In which lines of the data does the string "Shrub" appear? Copy every one.

Items from a data source
▼
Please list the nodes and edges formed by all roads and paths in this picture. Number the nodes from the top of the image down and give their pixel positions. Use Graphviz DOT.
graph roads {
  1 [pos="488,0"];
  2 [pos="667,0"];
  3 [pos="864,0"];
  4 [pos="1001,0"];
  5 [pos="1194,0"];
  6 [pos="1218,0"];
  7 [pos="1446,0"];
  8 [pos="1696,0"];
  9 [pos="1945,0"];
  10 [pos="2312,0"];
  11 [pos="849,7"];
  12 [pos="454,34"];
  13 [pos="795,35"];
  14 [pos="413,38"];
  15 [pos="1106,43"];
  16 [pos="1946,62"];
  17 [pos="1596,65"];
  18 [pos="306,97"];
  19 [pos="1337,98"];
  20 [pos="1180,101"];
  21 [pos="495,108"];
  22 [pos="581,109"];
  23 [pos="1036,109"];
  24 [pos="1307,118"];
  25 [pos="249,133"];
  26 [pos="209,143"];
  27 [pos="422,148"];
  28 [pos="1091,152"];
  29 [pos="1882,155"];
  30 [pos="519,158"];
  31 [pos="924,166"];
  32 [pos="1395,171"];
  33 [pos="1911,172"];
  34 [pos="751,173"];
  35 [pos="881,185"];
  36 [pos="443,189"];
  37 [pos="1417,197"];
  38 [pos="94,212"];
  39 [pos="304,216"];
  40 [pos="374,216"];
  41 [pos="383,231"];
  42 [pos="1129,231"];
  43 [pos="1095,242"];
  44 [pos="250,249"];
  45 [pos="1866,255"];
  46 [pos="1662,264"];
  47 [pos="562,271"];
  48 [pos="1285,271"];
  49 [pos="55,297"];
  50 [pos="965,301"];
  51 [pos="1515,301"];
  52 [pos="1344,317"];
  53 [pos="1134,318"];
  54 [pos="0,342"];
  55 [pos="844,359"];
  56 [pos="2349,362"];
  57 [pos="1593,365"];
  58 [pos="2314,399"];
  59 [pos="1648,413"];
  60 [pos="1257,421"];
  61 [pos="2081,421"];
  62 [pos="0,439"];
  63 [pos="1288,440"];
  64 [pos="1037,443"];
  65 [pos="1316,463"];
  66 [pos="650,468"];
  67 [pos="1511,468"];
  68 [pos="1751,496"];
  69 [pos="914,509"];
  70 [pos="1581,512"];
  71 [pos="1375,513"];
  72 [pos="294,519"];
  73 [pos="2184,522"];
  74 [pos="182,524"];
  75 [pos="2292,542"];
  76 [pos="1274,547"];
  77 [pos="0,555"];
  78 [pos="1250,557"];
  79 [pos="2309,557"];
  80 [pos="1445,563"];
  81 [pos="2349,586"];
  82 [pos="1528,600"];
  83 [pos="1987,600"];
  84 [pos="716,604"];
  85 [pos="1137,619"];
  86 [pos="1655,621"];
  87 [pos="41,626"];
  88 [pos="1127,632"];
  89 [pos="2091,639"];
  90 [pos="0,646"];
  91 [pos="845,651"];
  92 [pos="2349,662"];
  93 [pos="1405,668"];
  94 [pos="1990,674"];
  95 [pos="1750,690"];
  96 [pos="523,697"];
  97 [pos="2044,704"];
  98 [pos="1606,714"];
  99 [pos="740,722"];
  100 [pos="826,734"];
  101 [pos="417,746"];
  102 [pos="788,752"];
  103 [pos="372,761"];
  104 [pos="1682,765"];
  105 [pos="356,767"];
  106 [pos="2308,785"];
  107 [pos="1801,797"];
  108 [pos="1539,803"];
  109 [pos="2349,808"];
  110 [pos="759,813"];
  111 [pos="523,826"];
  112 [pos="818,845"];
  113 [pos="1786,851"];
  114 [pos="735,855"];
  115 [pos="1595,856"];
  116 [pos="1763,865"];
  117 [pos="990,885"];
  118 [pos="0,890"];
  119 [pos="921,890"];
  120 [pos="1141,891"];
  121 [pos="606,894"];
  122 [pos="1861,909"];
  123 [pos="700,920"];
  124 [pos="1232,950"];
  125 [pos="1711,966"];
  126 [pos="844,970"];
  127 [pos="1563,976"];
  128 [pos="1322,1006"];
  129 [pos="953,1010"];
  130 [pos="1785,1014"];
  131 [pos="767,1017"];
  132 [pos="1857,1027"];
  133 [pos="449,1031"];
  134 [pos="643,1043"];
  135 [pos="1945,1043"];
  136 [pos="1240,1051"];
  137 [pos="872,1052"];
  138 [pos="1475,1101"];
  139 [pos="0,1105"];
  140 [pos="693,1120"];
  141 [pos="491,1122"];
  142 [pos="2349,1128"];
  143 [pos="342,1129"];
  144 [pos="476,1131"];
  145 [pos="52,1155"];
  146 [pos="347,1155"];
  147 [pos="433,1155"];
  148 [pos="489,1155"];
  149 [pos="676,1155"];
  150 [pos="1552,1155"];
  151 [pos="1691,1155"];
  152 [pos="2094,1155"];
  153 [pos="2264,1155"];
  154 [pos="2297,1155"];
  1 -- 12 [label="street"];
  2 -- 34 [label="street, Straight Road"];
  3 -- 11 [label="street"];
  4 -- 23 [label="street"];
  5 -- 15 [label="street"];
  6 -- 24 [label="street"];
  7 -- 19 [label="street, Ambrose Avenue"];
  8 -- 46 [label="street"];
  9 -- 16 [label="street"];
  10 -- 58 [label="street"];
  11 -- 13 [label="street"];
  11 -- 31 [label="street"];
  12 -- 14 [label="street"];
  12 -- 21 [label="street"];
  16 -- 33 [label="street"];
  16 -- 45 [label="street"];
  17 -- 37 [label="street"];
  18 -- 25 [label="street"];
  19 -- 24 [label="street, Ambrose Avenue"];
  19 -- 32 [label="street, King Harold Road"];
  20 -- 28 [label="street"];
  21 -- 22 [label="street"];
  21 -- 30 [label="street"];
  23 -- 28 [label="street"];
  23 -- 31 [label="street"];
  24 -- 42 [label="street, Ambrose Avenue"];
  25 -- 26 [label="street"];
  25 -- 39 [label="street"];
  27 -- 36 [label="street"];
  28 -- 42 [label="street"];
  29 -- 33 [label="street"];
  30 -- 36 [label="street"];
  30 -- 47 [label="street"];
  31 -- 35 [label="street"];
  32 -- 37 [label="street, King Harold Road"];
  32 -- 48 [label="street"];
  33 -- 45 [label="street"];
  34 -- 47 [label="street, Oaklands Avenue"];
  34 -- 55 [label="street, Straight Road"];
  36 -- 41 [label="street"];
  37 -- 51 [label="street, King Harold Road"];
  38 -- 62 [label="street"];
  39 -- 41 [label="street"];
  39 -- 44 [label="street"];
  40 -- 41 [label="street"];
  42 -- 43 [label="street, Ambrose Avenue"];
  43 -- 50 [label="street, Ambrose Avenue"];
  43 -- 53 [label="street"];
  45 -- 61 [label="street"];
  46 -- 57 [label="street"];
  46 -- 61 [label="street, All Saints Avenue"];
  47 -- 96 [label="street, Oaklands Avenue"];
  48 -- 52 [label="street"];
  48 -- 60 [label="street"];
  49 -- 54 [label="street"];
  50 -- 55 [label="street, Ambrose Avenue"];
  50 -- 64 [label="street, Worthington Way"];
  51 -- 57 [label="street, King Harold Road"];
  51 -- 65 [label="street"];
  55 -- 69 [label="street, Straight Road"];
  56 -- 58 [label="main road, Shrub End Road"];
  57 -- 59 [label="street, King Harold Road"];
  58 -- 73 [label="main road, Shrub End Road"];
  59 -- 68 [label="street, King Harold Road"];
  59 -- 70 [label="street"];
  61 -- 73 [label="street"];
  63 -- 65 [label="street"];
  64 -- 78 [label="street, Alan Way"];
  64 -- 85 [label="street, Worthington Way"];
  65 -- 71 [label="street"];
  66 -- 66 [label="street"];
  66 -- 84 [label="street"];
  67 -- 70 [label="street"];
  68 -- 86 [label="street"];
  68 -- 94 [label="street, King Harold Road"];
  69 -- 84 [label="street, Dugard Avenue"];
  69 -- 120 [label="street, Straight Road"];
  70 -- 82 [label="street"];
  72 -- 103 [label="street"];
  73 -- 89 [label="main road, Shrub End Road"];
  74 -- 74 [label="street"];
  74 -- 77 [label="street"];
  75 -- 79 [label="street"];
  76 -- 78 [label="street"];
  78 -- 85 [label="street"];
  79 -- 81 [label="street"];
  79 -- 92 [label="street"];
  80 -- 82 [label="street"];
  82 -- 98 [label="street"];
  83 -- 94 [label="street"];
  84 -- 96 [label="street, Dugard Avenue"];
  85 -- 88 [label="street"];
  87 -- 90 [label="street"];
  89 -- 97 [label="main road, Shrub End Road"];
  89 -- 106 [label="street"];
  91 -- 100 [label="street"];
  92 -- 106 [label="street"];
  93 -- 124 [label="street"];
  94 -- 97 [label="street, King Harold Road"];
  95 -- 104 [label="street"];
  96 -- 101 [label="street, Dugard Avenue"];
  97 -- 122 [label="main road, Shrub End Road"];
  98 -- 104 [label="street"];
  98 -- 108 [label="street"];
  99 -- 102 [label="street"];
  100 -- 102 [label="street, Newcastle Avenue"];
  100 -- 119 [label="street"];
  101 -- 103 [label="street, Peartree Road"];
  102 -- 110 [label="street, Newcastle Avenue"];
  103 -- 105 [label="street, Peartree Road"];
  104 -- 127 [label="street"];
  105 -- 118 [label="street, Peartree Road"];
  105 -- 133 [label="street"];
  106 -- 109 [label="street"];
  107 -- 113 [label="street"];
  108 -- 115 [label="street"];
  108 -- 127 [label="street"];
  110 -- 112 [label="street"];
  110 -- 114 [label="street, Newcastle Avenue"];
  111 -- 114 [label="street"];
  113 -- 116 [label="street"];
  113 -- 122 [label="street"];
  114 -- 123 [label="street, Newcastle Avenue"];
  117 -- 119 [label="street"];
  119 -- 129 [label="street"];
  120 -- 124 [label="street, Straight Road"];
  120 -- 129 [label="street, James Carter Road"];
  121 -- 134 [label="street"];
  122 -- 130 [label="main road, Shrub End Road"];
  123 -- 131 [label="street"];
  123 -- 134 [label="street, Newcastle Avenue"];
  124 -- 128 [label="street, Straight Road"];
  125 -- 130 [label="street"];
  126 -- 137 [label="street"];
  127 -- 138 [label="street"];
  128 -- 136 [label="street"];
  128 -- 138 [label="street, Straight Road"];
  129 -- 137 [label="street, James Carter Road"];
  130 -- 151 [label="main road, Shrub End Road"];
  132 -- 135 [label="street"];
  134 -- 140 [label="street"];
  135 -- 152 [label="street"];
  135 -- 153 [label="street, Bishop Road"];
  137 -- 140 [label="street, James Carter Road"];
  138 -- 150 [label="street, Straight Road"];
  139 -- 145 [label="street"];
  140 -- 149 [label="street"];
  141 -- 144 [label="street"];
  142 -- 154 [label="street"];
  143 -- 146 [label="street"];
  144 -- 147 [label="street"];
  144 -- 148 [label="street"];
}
▲
--- EXERCISE OUTPUT ---
  56 -- 58 [label="main road, Shrub End Road"];
  58 -- 73 [label="main road, Shrub End Road"];
  73 -- 89 [label="main road, Shrub End Road"];
  89 -- 97 [label="main road, Shrub End Road"];
  97 -- 122 [label="main road, Shrub End Road"];
  122 -- 130 [label="main road, Shrub End Road"];
  130 -- 151 [label="main road, Shrub End Road"];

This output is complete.